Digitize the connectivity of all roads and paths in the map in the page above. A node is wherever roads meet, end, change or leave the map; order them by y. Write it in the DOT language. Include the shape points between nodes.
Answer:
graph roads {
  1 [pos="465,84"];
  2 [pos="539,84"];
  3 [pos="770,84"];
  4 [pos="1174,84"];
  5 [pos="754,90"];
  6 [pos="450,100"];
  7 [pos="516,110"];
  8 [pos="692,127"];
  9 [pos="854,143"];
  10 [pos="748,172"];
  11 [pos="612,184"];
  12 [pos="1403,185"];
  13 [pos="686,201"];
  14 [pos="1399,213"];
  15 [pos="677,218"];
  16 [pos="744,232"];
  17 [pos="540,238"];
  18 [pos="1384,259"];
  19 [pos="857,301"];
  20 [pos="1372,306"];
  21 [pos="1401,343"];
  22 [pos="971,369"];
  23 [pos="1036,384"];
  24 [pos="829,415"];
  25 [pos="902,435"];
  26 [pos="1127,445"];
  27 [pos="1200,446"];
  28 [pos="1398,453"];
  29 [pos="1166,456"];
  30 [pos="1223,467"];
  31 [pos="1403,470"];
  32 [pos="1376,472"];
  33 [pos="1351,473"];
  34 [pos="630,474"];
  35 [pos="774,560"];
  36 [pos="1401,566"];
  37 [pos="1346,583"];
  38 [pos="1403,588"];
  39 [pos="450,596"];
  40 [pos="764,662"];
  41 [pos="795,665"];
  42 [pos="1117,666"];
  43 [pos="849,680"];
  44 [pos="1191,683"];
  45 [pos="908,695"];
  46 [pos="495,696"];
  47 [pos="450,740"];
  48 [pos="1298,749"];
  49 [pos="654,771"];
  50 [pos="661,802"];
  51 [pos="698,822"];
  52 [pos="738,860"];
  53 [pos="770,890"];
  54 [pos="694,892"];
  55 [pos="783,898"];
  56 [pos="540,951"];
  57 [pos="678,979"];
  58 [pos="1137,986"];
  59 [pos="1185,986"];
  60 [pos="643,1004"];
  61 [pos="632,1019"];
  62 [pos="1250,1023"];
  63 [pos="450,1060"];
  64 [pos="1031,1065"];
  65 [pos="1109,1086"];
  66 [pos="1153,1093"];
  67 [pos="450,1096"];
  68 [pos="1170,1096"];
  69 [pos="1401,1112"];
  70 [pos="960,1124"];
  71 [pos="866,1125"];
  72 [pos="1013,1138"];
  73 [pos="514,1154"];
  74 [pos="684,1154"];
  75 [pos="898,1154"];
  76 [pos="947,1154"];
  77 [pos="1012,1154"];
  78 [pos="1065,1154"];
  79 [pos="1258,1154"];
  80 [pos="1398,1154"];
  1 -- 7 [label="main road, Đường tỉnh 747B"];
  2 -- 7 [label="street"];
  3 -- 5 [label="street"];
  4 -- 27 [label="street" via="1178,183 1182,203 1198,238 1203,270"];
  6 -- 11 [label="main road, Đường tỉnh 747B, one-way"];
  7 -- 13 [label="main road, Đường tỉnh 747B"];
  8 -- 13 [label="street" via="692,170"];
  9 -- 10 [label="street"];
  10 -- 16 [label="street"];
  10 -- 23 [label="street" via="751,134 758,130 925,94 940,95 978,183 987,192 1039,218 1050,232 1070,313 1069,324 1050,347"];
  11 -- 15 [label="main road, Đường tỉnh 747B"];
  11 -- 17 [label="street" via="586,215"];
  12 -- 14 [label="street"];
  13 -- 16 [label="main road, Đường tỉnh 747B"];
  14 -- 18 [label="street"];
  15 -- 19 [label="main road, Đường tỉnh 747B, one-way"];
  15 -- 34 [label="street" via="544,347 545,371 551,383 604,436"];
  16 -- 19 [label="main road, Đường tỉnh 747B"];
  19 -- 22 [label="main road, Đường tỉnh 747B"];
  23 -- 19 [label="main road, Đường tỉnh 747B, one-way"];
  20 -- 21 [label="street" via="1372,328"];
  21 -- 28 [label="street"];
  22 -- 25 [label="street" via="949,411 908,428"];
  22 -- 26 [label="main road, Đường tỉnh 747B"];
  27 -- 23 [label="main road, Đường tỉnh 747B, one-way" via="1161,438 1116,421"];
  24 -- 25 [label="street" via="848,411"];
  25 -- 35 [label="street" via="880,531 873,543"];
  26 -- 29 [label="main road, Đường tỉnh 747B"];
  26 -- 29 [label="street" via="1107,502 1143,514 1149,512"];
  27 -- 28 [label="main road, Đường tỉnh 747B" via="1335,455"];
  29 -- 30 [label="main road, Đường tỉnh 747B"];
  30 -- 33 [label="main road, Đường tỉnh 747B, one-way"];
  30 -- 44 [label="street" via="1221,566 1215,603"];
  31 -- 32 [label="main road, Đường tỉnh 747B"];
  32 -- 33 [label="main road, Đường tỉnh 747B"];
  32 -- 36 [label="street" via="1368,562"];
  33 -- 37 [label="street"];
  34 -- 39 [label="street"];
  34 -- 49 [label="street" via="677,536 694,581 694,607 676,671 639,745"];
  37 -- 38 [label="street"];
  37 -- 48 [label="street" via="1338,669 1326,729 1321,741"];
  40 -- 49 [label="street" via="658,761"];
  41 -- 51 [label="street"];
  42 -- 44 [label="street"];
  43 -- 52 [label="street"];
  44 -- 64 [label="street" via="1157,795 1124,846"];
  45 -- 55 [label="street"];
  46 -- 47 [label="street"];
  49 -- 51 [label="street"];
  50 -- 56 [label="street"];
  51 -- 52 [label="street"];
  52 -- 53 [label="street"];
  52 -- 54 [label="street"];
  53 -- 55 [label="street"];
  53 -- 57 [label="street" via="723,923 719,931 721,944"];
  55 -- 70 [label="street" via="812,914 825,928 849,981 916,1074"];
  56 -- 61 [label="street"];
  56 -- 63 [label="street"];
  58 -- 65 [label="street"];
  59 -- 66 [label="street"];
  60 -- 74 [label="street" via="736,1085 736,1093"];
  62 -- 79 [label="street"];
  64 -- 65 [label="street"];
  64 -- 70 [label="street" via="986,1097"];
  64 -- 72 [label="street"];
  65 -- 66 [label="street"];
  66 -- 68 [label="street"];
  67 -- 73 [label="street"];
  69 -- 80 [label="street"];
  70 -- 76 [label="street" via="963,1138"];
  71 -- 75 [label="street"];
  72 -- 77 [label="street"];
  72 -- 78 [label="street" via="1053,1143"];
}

☆ ☆ ☆

The lines to report are those in the material above that contain the word "roads"; copy every one of them.

Digitize the connectivity of all roads and paths in the map in the page above. A node is wherever roads meet, end, change or leave the map; order them by y. Write it in the DOT language. Include the shape points between nodes.
graph roads {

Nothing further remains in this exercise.